Frage an Lena Strothmann von Jörg S. bezüglich Familie
50 % aller Trennungskinder verlieren nach Trennung und Scheidung binnen Jahresfrist den Kontakt zum anderen Elternteil.
Das derzeitige Rechtssystem unterbindet Umgangsboykott durch betreuende Elternteile praktisch nicht, sondern lädt, z. B. in der Rechtsprechung zum Sorgerecht, geradezu zur Kooperationsverweigerung ein. Sorgerechtsmißbrauch wird durch Gutachter, die Qualitätsstandards mißachten und simple Tatsachen falsch dokumentieren, vertuscht und durch das Jugendamt gedeckt.
Derzeit gilt: Je rücksichtsloser der betreuende Elternteil nach Trennung, desto unangreifbarer ist die Abhängigkeit des Kindes von diesem. Ein Pyrrhus-Sieg für Alleinerziehende, ein Fiasko für hunderttausende von Kindern in Deutschland.
Meine Fragen:
Befürwortet Ihre Partei die flächendeckende Einführung der Cochemer Praxis im Familienrecht?
Wird es Maßnahmen geben, um Scheingutachten in Sorgerechtsverfahren, die nur als Feigenblatt für eine schon vorher festliegende Entscheidung brauchbar sind, zu identifizieren und überflüssig zu machen? Was werden Sie/Ihre Partei dafür tun, daß möglichst allen Kindern beide Eltern erhalten bleiben?

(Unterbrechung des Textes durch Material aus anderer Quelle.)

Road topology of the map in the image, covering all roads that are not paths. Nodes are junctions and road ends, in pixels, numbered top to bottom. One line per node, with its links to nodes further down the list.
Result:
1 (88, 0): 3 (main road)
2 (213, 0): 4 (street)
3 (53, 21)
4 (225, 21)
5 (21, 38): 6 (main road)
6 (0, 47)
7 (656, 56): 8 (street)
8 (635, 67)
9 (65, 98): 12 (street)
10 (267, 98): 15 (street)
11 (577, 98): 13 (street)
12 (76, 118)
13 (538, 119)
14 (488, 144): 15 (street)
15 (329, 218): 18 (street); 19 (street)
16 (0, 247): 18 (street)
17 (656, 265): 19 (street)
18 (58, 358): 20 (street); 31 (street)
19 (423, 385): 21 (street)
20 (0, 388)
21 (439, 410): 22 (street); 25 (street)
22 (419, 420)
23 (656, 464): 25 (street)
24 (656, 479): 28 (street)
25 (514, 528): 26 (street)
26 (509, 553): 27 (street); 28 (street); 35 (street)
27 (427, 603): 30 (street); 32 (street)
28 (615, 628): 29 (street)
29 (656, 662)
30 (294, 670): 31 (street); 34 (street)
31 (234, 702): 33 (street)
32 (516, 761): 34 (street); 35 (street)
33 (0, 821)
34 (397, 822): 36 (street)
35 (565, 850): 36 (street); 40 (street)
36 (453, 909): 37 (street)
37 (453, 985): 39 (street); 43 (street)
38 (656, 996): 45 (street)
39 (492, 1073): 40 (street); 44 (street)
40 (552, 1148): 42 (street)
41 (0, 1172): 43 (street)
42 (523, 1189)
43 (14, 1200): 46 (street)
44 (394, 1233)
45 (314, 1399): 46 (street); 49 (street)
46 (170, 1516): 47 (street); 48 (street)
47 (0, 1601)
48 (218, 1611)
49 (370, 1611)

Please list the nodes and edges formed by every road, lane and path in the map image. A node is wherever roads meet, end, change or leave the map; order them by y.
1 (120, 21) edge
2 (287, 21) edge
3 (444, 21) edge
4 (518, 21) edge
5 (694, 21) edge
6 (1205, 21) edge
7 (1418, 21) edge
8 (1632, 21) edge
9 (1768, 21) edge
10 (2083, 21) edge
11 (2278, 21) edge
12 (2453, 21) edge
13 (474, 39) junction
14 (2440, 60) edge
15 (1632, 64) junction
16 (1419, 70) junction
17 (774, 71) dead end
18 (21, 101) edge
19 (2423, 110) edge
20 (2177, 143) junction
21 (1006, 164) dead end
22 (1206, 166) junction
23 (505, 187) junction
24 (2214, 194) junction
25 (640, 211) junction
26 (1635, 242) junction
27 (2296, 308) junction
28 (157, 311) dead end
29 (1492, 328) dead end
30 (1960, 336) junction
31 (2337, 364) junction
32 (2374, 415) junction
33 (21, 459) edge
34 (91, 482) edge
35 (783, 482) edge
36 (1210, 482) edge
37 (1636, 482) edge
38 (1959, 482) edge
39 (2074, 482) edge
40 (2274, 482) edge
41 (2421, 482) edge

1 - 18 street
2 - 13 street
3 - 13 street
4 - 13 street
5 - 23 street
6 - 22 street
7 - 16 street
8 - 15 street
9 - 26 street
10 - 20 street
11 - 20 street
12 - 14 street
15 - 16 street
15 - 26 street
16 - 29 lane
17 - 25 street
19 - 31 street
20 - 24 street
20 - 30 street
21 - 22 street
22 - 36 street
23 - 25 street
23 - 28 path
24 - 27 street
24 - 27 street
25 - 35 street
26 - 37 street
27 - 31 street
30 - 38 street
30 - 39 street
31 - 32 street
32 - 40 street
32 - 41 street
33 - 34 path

Sehr geehrter Herr Schmitt,
wir prüfen den Spielraum für Gesetzesreformen im Bereich des Kindschaftsrechtes. Die Notwendigkeit zu einer Reform ist nahezu unbestritten. Vor allem wäre es sinnvoll, die Verfahrensdauer abzukürzen und das Berufsbild des Verfahrenspflegers zu präzisieren. Auch auf die von Ihnen dargelegte Problematik über Gutachten muss besser gelöst werden. Auf jeden Fall ist es notwendig, dass Familienrichter die Gelegenheit haben, sich fortbilden zu können. Gerade in der Anfangsphase des reformierten Kindschaftsrechtes waren Familienrichter, die dann Aufgaben der Vormundschaftsgerichte übernommen haben, überfordert.
Es gibt auch Ansätze, das sogenannte "Cochemer Modell", bundesweit bekannter zu machen. Eine gesetzliche Verankerung des Cochemer Modells erscheint mir jedoch in der von Ihnen gewünschten Form nicht zweckmäßig. Beim Cochemer Modell, das bisher im Landkreis Cochem-Zell angewandt wird, verpflichtet der Familienrichter die Beteiligten von vorneherein zu einem Konsens. 98 % der Verfahren enden demnach auch mit der gemeinsamen elterlichen Sorge. Ohne den Erfolg in ländlich geprägten Cochem-Zell schmälern zu wollen, ist eine generelle Übertragung auf andere Regionen oder gar Großstädte nicht möglich.
Außerdem hat sich der Gesetzgeber nicht für eine Präferenz einer gemeinsamen elterlichen Sorge ausgesprochen, in dem Sinne, dass zum Beispiel Alleinerziehend per se eine schlechtere Lebensform sei.
Ziel des Cochemer Modells ist eine Einigung der Eltern. Ziel des Gesetzgebers war es, das Kindeswohl über alles andere zu stellen. Es muss daher akzeptiert werden, dass es Fälle gibt, in denen eine alleinige Sorge eines Elternteils die bessere Lösung im Sinne des Kindeswohles sein kann.
Die reine Feststellung höherer Anteile an gemeinsamer elterlicher Sorge sagt zudem noch nichts über die Qualität des Umgangs aus. In vielen Fällen sind sicherlich nur Scheinlösungen erreicht worden, mit tief greifenden Konflikten, die auf den weiteren Umgang verlagert werden.
Ich teile Ihre Auffassung, dass Trennungskinder den Kontakt zu beiden Elternteilen haben sollten. Dieses muss allerdings unter dem Aspekt des Kindeswohles entschieden werden. Auch daher ist es meine Überzeugung, dass in den entsprechenden Verfahren - im Gegensatz zur jetzigen Praxis - die betroffenen Kinder angehört werden sollten.